## [PROBLEM DETAILS]
Below are records. Copy every line with "strokeStyle" in it.

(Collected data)
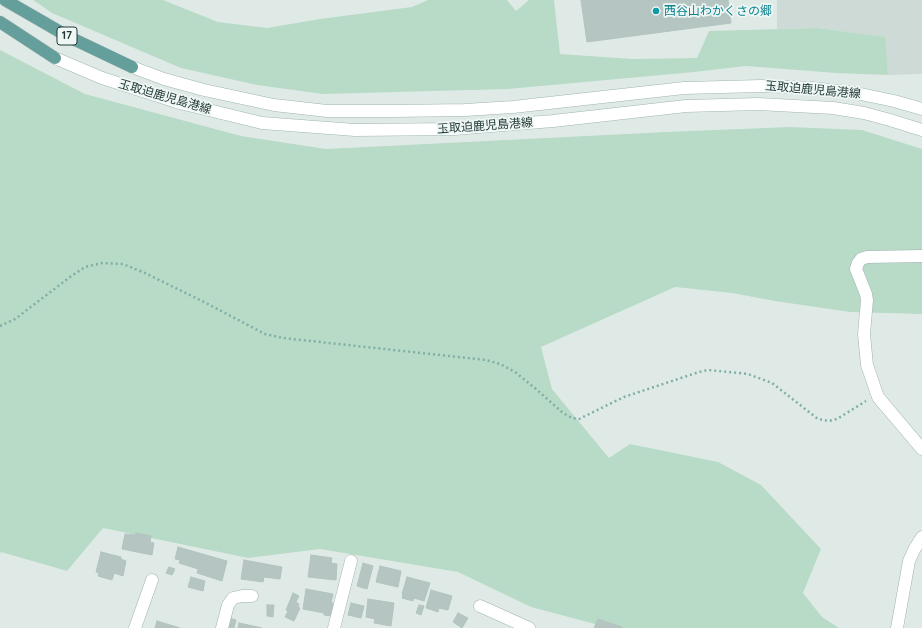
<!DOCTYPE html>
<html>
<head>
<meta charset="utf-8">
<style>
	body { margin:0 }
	canvas { display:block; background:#dfeae7 }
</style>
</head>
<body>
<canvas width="922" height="628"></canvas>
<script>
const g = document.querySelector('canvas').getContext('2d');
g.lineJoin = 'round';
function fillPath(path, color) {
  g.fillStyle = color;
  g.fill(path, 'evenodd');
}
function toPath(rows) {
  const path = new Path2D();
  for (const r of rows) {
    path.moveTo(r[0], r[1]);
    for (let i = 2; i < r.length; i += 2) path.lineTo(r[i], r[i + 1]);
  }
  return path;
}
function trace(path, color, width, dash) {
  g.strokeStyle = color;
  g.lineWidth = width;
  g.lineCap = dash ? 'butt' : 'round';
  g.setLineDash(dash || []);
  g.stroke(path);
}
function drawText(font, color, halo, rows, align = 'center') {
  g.font = font + ' Quicksand,"Noto Sans JP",sans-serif';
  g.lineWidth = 3.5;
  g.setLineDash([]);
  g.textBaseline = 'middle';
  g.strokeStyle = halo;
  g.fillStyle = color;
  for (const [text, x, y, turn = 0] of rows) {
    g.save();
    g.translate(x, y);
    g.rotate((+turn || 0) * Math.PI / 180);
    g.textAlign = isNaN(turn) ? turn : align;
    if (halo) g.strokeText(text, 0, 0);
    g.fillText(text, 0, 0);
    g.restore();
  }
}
fillPath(toPath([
	[777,0,922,0,922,74,888,75,884,37,818,28,777,29]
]), '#cddad6');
fillPath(toPath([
	[33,0,163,0,218,22,267,28,320,19,412,7,428,0,507,0,516,11,529,0,554,0,560,54,633,59,697,58,709,31,818,28,885,37,888,75,836,73,746,66,694,72,508,89,323,94,257,85,181,68,52,13],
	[0,50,85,94,241,136,326,149,666,132,790,127,862,130,922,149,922,314,850,312,775,301,732,293,675,287,541,347,552,389,609,458,630,444,718,462,761,485,821,549,803,593,822,617,839,628,610,628,531,607,458,572,320,549,248,558,103,528,67,571,1,552,0,554]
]), '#b8dbc8');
const building = toPath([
	[581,0,728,0,731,23,587,42,581,0],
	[136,533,151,536,150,542,154,543,152,555,122,549,125,534,135,535,136,533],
	[178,547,227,561,222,581,197,573,198,569,179,563,180,560,175,559,178,547],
	[101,552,121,557,121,559,126,561,123,576,114,573,112,580,98,576,99,573,96,572,101,552],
	[311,555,332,558,331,563,337,564,336,580,308,577,311,555],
	[244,560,282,567,280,579,264,577,263,582,241,579,244,560],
	[363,563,373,566,367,589,357,586,363,563],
	[380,566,401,571,398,587,376,582,380,566],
	[169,567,175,569,172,575,166,573,169,567],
	[191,577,205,581,203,591,188,587,191,577],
	[407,577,430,583,424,601,414,598,413,601,402,598,403,595,402,594,407,577],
	[306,589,333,594,331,603,333,603,331,616,324,615,324,613,303,609,306,589],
	[431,590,452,596,448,610,439,608,438,612,426,608,431,590],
	[293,593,299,596,296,602,299,604,298,607,300,608,294,621,285,617,288,611,286,610,293,593],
	[368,599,394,603,391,626,374,623,375,619,366,617,368,599],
	[351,603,364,606,361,618,348,615,351,603],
	[267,605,274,605,273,617,267,616,267,605],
	[419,605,424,606,421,615,416,613,419,605],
	[458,613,468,618,462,628,453,622,458,613],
	[229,618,236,620,234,628,226,628,229,618],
	[598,619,622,627,622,628,594,628,598,619],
	[157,621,180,628,155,628,157,621],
	[239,623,262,628,238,628,239,623]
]);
fillPath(building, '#b5c5c1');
trace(building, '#b2c4bf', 1);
const street = toPath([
	[922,256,867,257,861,259,858,263,856,269,866,294,867,300,864,334,867,365,878,397,922,449],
	[480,606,529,628],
	[135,628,152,580],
	[222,628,228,605,233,598,242,596,252,596],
	[334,628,351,561],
	[897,628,909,561,914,550,922,537]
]);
const secondary = toPath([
	[55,58,102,78,180,103,262,123,355,130,454,129,553,121,686,106,758,104,833,108,864,113,890,120,922,130],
	[132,67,164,79,204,90,274,105,327,111,393,111,465,110,513,107,684,88,761,86,812,88,856,93,894,101,922,109]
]);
const primary = toPath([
	[5,0,69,37,132,67],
	[0,22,55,58]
]);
trace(street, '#a2b2af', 13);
trace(secondary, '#9fb6b1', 13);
trace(primary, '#bcc4c3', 13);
trace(toPath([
	[0,326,15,319,70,277,85,267,102,263,123,264,145,273,204,302,265,334,283,338,486,360,500,364,515,372,536,389,563,413,572,418,579,419,624,397,699,372,708,370,748,374,772,383,818,419,829,421,837,419,866,401]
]), '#80aea7', 2.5, [2, 3]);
trace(street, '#fff', 12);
trace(secondary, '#fff', 12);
trace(primary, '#649f9b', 12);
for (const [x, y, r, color] of [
	[656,11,4,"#0f9aa8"]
]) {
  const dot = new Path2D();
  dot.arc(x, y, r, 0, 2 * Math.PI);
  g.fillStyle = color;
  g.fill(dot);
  trace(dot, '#eff7f5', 1.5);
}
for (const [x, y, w] of [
	[67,36,20]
]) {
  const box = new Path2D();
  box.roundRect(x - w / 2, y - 9, w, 18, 3);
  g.fillStyle = '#eff7f5';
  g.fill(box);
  trace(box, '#213a38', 1);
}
drawText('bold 11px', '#213a38', null, [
	["17",67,36]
]);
drawText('12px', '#0d838f', '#eff7f5', [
	["西谷山わかくさの郷",664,11]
], 'left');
drawText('12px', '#213a38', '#eff7f5', [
	["玉取迫鹿児島港線",813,90,5],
	["玉取迫鹿児島港線",165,97,16],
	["玉取迫鹿児島港線",485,126,-4]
]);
</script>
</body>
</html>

## [YOUR RESPONSE]
  g.strokeStyle = color;
  g.strokeStyle = halo;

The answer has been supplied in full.